What to produce: Retype each entry. Leave every word as it is.

Collected data entries:
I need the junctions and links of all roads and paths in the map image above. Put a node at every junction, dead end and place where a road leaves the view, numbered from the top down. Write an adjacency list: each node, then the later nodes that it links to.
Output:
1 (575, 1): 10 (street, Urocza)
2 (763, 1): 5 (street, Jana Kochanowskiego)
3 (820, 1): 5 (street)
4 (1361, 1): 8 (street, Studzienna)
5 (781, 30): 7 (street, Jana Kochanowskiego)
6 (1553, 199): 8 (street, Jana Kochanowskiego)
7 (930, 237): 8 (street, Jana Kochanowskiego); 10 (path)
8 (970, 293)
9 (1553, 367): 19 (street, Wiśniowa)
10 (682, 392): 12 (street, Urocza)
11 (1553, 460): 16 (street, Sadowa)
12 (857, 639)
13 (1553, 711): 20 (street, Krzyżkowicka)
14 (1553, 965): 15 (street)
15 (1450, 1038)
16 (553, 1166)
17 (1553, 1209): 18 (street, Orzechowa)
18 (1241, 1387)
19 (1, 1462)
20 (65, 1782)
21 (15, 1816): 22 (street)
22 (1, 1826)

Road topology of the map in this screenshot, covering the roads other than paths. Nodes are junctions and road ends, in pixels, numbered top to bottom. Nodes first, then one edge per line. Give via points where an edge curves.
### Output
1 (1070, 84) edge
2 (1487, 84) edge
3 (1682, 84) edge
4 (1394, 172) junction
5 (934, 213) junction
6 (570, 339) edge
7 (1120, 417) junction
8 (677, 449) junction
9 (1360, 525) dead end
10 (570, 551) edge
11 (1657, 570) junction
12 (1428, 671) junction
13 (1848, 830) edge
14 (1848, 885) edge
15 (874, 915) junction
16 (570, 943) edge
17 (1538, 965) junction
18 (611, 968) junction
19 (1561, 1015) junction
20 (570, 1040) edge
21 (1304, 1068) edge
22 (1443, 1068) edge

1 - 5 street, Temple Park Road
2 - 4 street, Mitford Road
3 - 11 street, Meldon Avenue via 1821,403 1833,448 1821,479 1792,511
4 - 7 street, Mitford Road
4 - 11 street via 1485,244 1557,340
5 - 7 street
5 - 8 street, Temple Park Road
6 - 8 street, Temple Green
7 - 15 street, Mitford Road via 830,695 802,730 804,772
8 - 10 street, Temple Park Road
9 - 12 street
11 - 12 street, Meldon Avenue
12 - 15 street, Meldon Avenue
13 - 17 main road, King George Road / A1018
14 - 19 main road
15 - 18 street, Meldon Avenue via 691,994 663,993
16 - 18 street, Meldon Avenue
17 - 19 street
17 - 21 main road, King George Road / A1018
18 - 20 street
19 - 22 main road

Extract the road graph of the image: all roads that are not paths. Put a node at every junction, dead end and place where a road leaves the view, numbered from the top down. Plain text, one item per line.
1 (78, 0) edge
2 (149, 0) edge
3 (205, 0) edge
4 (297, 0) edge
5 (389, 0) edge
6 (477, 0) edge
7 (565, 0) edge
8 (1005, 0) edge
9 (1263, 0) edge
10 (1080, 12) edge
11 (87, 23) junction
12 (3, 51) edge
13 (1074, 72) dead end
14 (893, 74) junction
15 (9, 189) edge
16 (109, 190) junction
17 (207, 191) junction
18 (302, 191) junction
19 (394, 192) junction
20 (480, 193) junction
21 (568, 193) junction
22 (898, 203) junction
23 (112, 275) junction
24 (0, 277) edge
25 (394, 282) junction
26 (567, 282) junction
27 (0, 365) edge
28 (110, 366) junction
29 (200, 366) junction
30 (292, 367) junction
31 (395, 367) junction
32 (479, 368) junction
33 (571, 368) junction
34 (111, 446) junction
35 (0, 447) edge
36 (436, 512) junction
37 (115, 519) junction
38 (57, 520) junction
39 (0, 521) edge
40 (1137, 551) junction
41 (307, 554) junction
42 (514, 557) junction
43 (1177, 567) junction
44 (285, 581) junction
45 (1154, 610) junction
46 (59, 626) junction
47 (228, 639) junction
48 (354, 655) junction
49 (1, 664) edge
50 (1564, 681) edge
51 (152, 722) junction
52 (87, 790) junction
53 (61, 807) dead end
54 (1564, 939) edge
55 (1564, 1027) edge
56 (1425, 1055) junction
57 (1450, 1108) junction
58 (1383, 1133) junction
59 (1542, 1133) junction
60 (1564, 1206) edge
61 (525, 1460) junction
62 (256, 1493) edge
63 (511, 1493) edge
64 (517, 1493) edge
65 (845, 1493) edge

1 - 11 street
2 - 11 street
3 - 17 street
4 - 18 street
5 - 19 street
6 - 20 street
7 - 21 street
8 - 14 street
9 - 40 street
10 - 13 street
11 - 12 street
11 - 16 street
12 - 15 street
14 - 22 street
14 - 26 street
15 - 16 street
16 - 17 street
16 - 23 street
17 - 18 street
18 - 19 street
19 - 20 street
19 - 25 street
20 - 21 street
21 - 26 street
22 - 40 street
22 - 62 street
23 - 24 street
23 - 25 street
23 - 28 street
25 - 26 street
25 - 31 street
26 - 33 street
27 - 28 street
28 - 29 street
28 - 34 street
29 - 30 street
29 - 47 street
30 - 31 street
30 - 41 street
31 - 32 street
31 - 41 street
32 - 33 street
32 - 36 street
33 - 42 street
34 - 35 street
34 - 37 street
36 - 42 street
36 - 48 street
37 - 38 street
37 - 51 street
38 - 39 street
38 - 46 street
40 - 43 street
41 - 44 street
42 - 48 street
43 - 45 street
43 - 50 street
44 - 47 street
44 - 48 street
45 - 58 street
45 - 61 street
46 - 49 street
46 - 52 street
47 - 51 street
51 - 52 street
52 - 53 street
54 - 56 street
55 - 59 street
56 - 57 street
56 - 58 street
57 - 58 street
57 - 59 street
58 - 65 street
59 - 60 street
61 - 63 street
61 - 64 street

Response area:
I need the junctions and links of all roads and paths in the map image above. Put a node at every junction, dead end and place where a road leaves the view, numbered from the top down. Write an adjacency list: each node, then the later nodes that it links to.
Output:
1 (575, 1): 10 (street, Urocza)
2 (763, 1): 5 (street, Jana Kochanowskiego)
3 (820, 1): 5 (street)
4 (1361, 1): 8 (street, Studzienna)
5 (781, 30): 7 (street, Jana Kochanowskiego)
6 (1553, 199): 8 (street, Jana Kochanowskiego)
7 (930, 237): 8 (street, Jana Kochanowskiego); 10 (path)
8 (970, 293)
9 (1553, 367): 19 (street, Wiśniowa)
10 (682, 392): 12 (street, Urocza)
11 (1553, 460): 16 (street, Sadowa)
12 (857, 639)
13 (1553, 711): 20 (street, Krzyżkowicka)
14 (1553, 965): 15 (street)
15 (1450, 1038)
16 (553, 1166)
17 (1553, 1209): 18 (street, Orzechowa)
18 (1241, 1387)
19 (1, 1462)
20 (65, 1782)
21 (15, 1816): 22 (street)
22 (1, 1826)

Road topology of the map in this screenshot, covering the roads other than paths. Nodes are junctions and road ends, in pixels, numbered top to bottom. Nodes first, then one edge per line. Give via points where an edge curves.
### Output
1 (1070, 84) edge
2 (1487, 84) edge
3 (1682, 84) edge
4 (1394, 172) junction
5 (934, 213) junction
6 (570, 339) edge
7 (1120, 417) junction
8 (677, 449) junction
9 (1360, 525) dead end
10 (570, 551) edge
11 (1657, 570) junction
12 (1428, 671) junction
13 (1848, 830) edge
14 (1848, 885) edge
15 (874, 915) junction
16 (570, 943) edge
17 (1538, 965) junction
18 (611, 968) junction
19 (1561, 1015) junction
20 (570, 1040) edge
21 (1304, 1068) edge
22 (1443, 1068) edge

1 - 5 street, Temple Park Road
2 - 4 street, Mitford Road
3 - 11 street, Meldon Avenue via 1821,403 1833,448 1821,479 1792,511
4 - 7 street, Mitford Road
4 - 11 street via 1485,244 1557,340
5 - 7 street
5 - 8 street, Temple Park Road
6 - 8 street, Temple Green
7 - 15 street, Mitford Road via 830,695 802,730 804,772
8 - 10 street, Temple Park Road
9 - 12 street
11 - 12 street, Meldon Avenue
12 - 15 street, Meldon Avenue
13 - 17 main road, King George Road / A1018
14 - 19 main road
15 - 18 street, Meldon Avenue via 691,994 663,993
16 - 18 street, Meldon Avenue
17 - 19 street
17 - 21 main road, King George Road / A1018
18 - 20 street
19 - 22 main road

Extract the road graph of the image: all roads that are not paths. Put a node at every junction, dead end and place where a road leaves the view, numbered from the top down. Plain text, one item per line.
1 (78, 0) edge
2 (149, 0) edge
3 (205, 0) edge
4 (297, 0) edge
5 (389, 0) edge
6 (477, 0) edge
7 (565, 0) edge
8 (1005, 0) edge
9 (1263, 0) edge
10 (1080, 12) edge
11 (87, 23) junction
12 (3, 51) edge
13 (1074, 72) dead end
14 (893, 74) junction
15 (9, 189) edge
16 (109, 190) junction
17 (207, 191) junction
18 (302, 191) junction
19 (394, 192) junction
20 (480, 193) junction
21 (568, 193) junction
22 (898, 203) junction
23 (112, 275) junction
24 (0, 277) edge
25 (394, 282) junction
26 (567, 282) junction
27 (0, 365) edge
28 (110, 366) junction
29 (200, 366) junction
30 (292, 367) junction
31 (395, 367) junction
32 (479, 368) junction
33 (571, 368) junction
34 (111, 446) junction
35 (0, 447) edge
36 (436, 512) junction
37 (115, 519) junction
38 (57, 520) junction
39 (0, 521) edge
40 (1137, 551) junction
41 (307, 554) junction
42 (514, 557) junction
43 (1177, 567) junction
44 (285, 581) junction
45 (1154, 610) junction
46 (59, 626) junction
47 (228, 639) junction
48 (354, 655) junction
49 (1, 664) edge
50 (1564, 681) edge
51 (152, 722) junction
52 (87, 790) junction
53 (61, 807) dead end
54 (1564, 939) edge
55 (1564, 1027) edge
56 (1425, 1055) junction
57 (1450, 1108) junction
58 (1383, 1133) junction
59 (1542, 1133) junction
60 (1564, 1206) edge
61 (525, 1460) junction
62 (256, 1493) edge
63 (511, 1493) edge
64 (517, 1493) edge
65 (845, 1493) edge

1 - 11 street
2 - 11 street
3 - 17 street
4 - 18 street
5 - 19 street
6 - 20 street
7 - 21 street
8 - 14 street
9 - 40 street
10 - 13 street
11 - 12 street
11 - 16 street
12 - 15 street
14 - 22 street
14 - 26 street
15 - 16 street
16 - 17 street
16 - 23 street
17 - 18 street
18 - 19 street
19 - 20 street
19 - 25 street
20 - 21 street
21 - 26 street
22 - 40 street
22 - 62 street
23 - 24 street
23 - 25 street
23 - 28 street
25 - 26 street
25 - 31 street
26 - 33 street
27 - 28 street
28 - 29 street
28 - 34 street
29 - 30 street
29 - 47 street
30 - 31 street
30 - 41 street
31 - 32 street
31 - 41 street
32 - 33 street
32 - 36 street
33 - 42 street
34 - 35 street
34 - 37 street
36 - 42 street
36 - 48 street
37 - 38 street
37 - 51 street
38 - 39 street
38 - 46 street
40 - 43 street
41 - 44 street
42 - 48 street
43 - 45 street
43 - 50 street
44 - 47 street
44 - 48 street
45 - 58 street
45 - 61 street
46 - 49 street
46 - 52 street
47 - 51 street
51 - 52 street
52 - 53 street
54 - 56 street
55 - 59 street
56 - 57 street
56 - 58 street
57 - 58 street
57 - 59 street
58 - 65 street
59 - 60 street
61 - 63 street
61 - 64 street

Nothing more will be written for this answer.